I do “protagonists” not “heroes.” My favorite characters are flawed.
What is on your bedside table?
Melatonin tablets, bought in a U.S. pharmacy and taken back over the pond to get me over the jetlag. I am in a dotey, traditional house in Hay, with wisteria over the door and the most surprising and beautiful garden out the back, full of fruit trees and shrubs, with a vegetable patch and grapes growing up against a red brick wall. So English, and yet so real.
Your earliest memory?
I remember my cot as a baby.
It was built by my father and painted blue with special lead-free “nursery” paint. I reached between the bars and tore the wallpaper away in strips from the seam. I don’t know when this
happened, exactly. My first dateable memory is of a pot stand beside a step in a holiday cottage when I was eighteen months old. In the distance is a woman in a chair. She has white hair. It is my Granny and she is reading a book. My mother, as I discovered later, has gone to hospital with my eldest brother, who broke his collar bone that year. I think I am about to upset the pot stand. Both these memories are silent, tranced, slightly furtive.

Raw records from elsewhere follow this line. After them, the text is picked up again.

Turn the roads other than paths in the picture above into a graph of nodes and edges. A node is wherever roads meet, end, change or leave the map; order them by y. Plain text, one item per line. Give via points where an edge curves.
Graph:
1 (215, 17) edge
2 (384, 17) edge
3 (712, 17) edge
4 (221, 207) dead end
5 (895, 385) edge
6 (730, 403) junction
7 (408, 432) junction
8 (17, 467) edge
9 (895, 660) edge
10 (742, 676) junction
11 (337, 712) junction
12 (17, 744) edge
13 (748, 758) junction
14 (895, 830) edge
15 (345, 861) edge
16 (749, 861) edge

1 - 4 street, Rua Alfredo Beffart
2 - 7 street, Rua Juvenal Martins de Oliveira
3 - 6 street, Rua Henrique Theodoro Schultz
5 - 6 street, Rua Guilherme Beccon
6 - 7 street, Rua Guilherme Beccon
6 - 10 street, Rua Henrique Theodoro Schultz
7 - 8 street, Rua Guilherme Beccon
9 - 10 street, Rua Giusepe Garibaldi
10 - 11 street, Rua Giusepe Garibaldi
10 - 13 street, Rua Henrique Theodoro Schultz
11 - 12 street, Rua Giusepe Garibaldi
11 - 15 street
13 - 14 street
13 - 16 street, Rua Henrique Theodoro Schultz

Did you read a lot as a child? And if so what was your favorite book or author?
I read everything I could get my hands on at home and from the library beside my school in Rathmines, Dublin. My mother wanted me to love Wind in the Willows, a book she had adored as a child, but I was an Alice In Wonderland sort of girl. To be more precise, my favorite book was Alice Through the Looking Glass.
When did you begin to think of yourself as a writer?

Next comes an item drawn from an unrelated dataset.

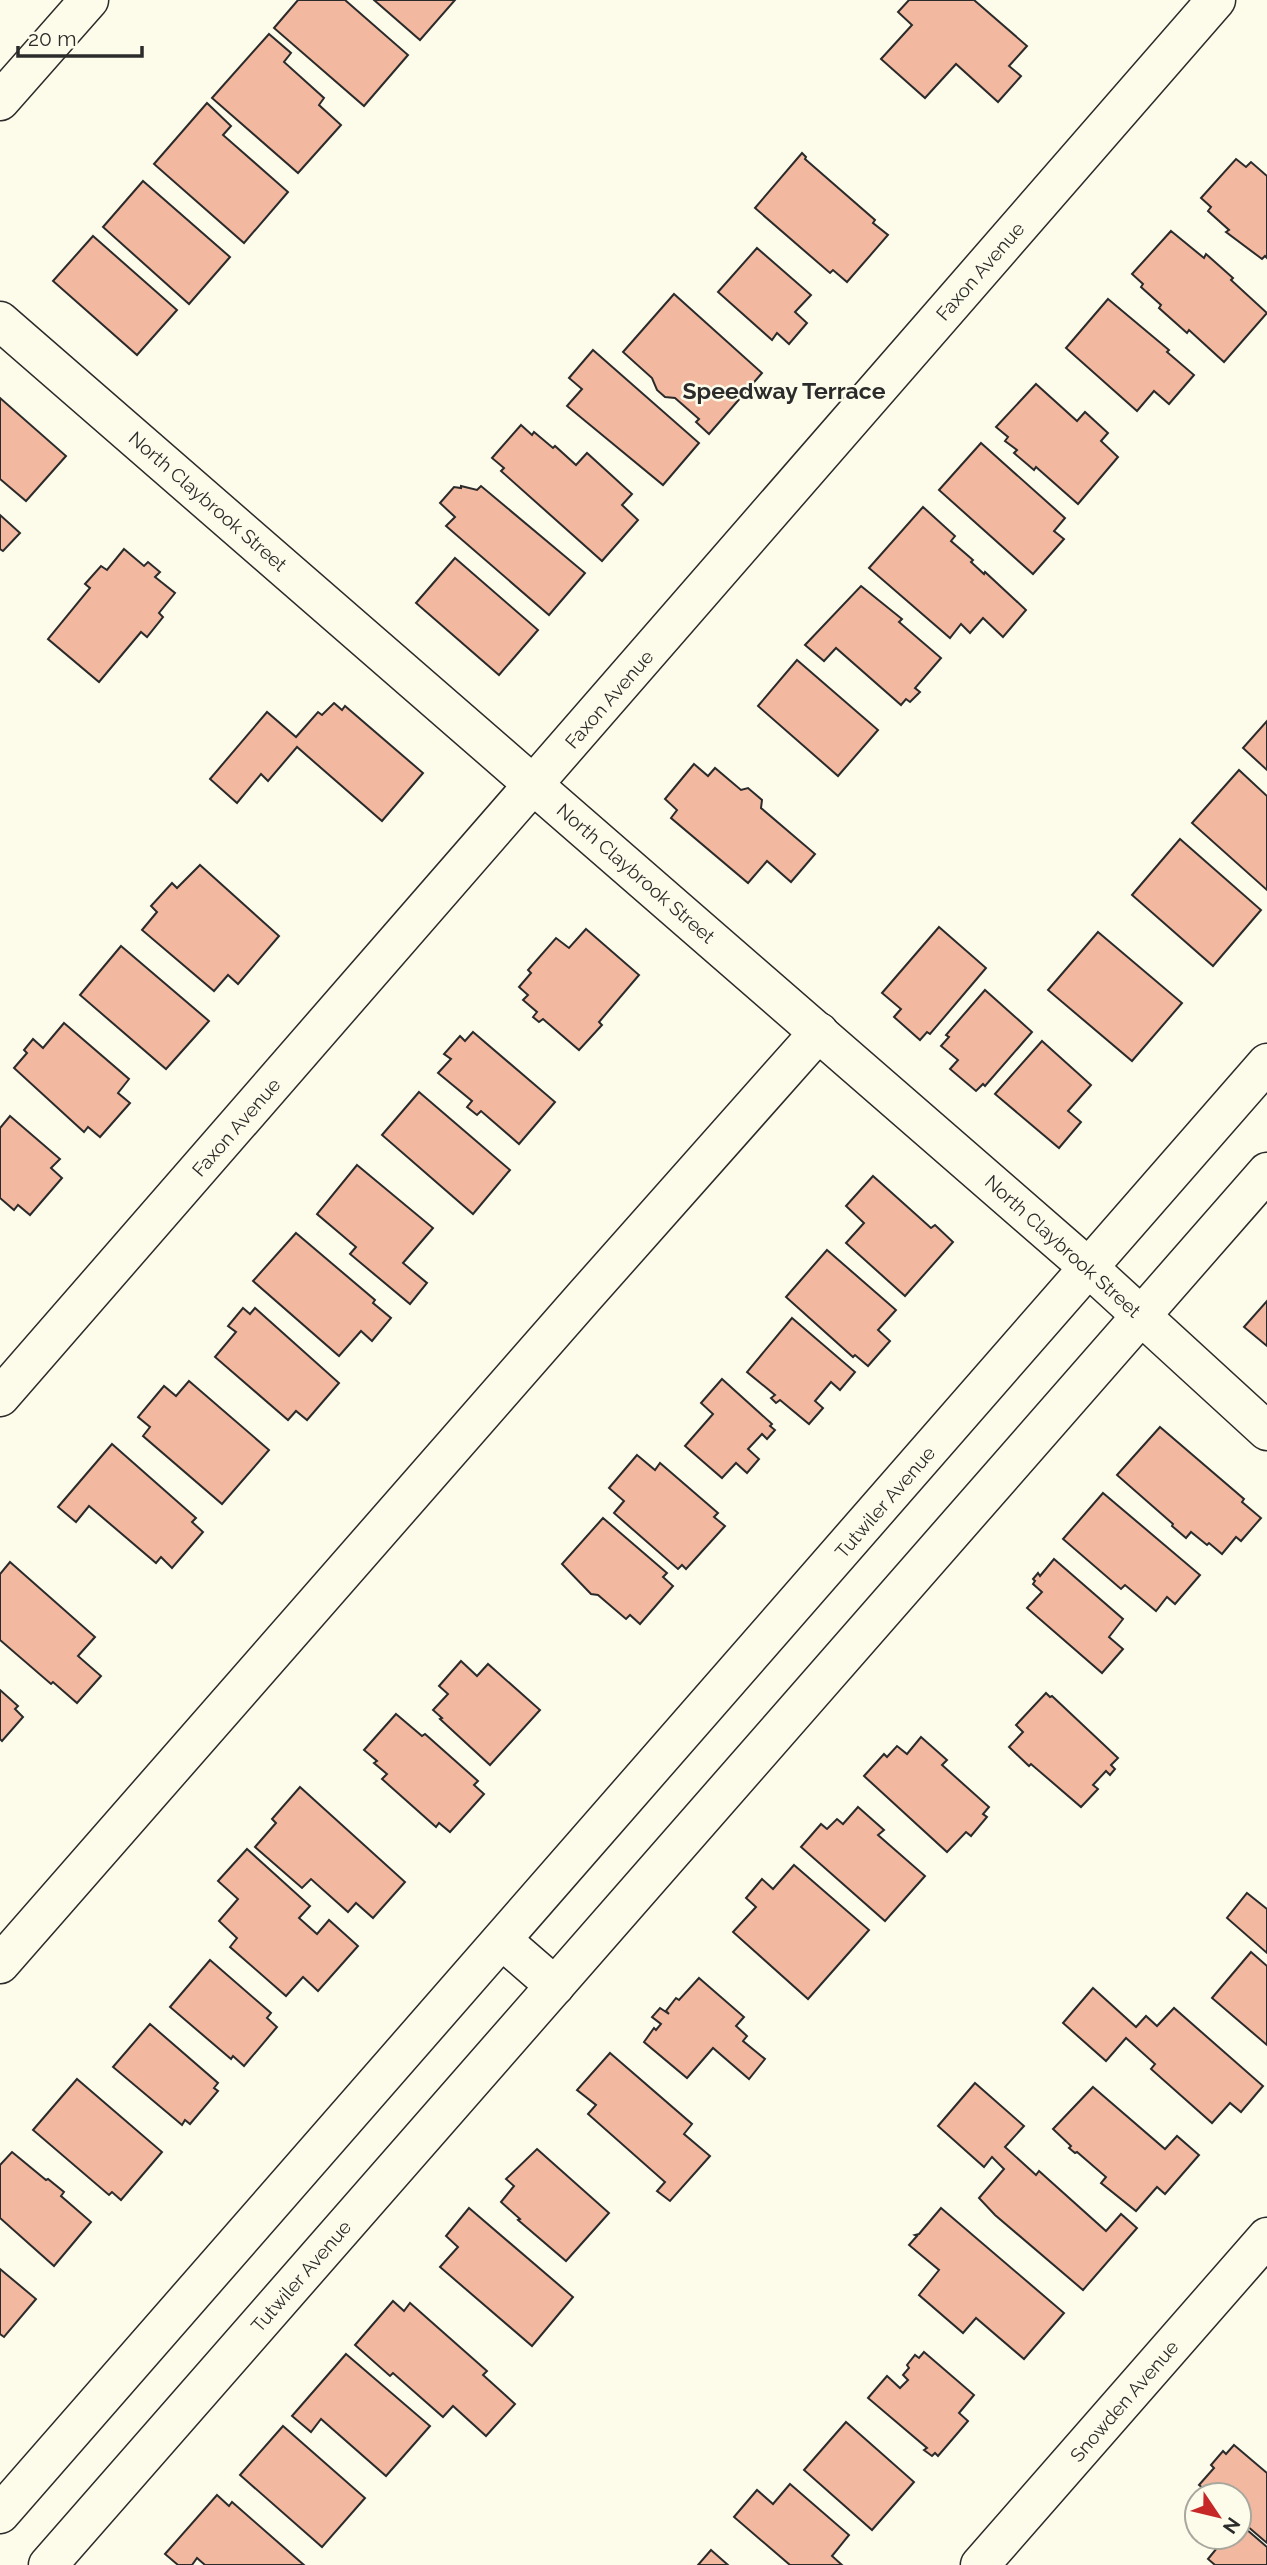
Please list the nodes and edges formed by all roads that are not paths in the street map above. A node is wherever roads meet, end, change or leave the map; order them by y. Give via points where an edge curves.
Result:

Hard to say. I have kept everything I wrote from the age of thirteen or fourteen, so it must have started around then.
How does your own family react to your fictional family. Do they accuse you of writing about them?
No. Because I don’t.
Best advice ever received?
My mother has great advice. Many years ago she advised me against offending people’s religious beliefs. She said, “If someone worships a stone in the road, and you laugh at them, they will pick it up and hit you with it.” I don’t know how useful this advice has been to me personally, but it does show how truly smart my mother can be.
You did a brilliant job of switching of narrators in The Green Road – how did you conceive the structure of the book?

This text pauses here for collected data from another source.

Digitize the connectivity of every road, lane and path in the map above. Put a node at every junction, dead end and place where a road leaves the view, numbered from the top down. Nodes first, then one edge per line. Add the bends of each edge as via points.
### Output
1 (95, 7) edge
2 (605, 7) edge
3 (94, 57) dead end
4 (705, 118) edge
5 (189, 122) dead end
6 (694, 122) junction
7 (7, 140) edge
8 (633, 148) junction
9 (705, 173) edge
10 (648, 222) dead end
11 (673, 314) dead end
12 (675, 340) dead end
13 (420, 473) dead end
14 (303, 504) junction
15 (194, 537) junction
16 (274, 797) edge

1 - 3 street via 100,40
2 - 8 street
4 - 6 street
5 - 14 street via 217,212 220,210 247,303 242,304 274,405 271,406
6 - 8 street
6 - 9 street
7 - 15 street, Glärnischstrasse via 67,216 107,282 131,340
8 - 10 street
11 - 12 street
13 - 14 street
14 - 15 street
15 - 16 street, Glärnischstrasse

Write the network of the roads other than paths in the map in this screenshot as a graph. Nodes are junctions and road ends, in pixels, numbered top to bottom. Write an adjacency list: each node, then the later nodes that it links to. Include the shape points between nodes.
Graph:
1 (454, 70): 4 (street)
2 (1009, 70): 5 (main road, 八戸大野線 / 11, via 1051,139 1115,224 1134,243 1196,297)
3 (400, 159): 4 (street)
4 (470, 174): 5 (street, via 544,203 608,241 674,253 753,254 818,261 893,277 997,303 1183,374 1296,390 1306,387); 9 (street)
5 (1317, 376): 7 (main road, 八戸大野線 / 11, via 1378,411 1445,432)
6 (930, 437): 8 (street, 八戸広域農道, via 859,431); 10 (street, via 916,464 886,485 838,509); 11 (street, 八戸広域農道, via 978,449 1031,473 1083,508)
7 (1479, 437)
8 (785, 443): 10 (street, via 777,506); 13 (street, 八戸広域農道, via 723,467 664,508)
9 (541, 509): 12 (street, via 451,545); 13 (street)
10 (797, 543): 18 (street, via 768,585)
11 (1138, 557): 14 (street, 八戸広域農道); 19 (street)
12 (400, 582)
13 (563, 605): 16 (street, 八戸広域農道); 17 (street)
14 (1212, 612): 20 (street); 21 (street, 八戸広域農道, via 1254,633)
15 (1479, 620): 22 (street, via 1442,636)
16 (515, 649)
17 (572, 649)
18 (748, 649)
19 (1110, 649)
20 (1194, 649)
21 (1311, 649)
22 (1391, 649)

I think I improvised for the first year or so. Messed about. Inched along. Somewhere in there, the structure I needed became apparent, and I began to stick to it.
When you are teaching, what was your favorite book to assign and discuss with your students?
I love talking about Raymond Carver’s story “Fat.” It is a tiny, glancing moment in an ordinary life – a waitress feels great empathy for a fat customer; her boyfriend laughs at her for it and she has a sense that her life is, somehow, about to change. We don’t know if her life will change, but we love her for wanting something better. Hardly anything happens in this story, and yet it is very moving.
Do you strike up conversations on long plane journeys?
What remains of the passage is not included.